Hani Ali Garun, a resident of Mogadishu, enrolled her 11-year-old autistic son at the school, after finding it on Facebook when it opened in January 2021. Her son is responding well.
“My child likes the school a lot. In the morning he wakes up happy and gets ready for school without any help,” Hani told Ergo.
“Before, he used to be gloomy when he saw his siblings going to school, but now he is eating and even going to the washroom on his won without anyone’s help. I have seen a huge change in him since he joined this school.”
Mustaqbal has enrolled 20 students aged between four and 12 years. There are four classes, each with two teachers.
Siham Abdulqadir, one of the eight all female teachers at the school, described the learning methods they use.
“We teach them through things they like. Some of the students learn well through pictures while others learn through listening. We combine both methods,” Siham told Radio Ergo.
“Sometimes we take the children outside and play with them. As teachers we always need to understand the needs of the students as they can’t explain themselves very well.”
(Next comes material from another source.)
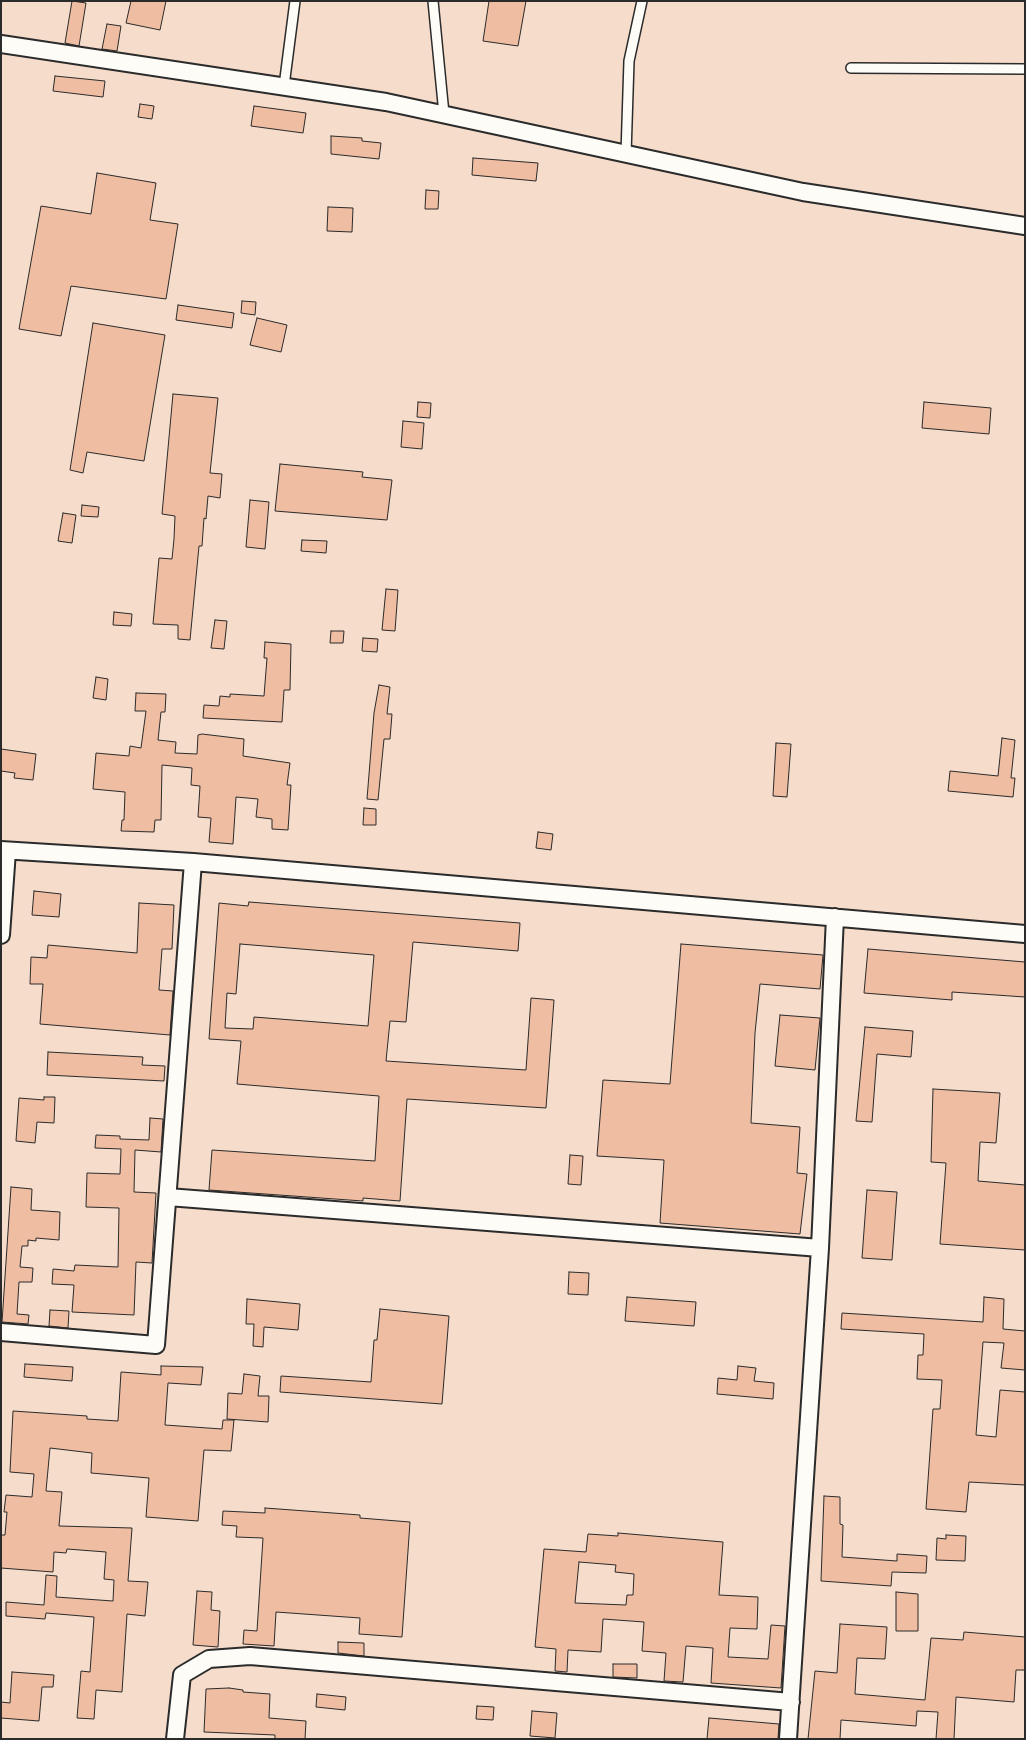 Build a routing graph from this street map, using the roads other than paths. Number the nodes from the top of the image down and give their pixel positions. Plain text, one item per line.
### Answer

The school is currently based in a rented building with enough room to accommodate 40 students. Due to lack of funds, they have started with just 20. The founder, Dr Rahma, said she spends about $3,000 a month on the teachers’ salaries, rent, and school bus and food that are provided free to the children. She is hoping to find donors to support the school that so far depends on her own finances.
There is no official data on children in Somalia with autism, which is a condition barely recognised by many people. Rahma estimates based on global figures that there could be hundreds of thousands of autistic children in Somalia.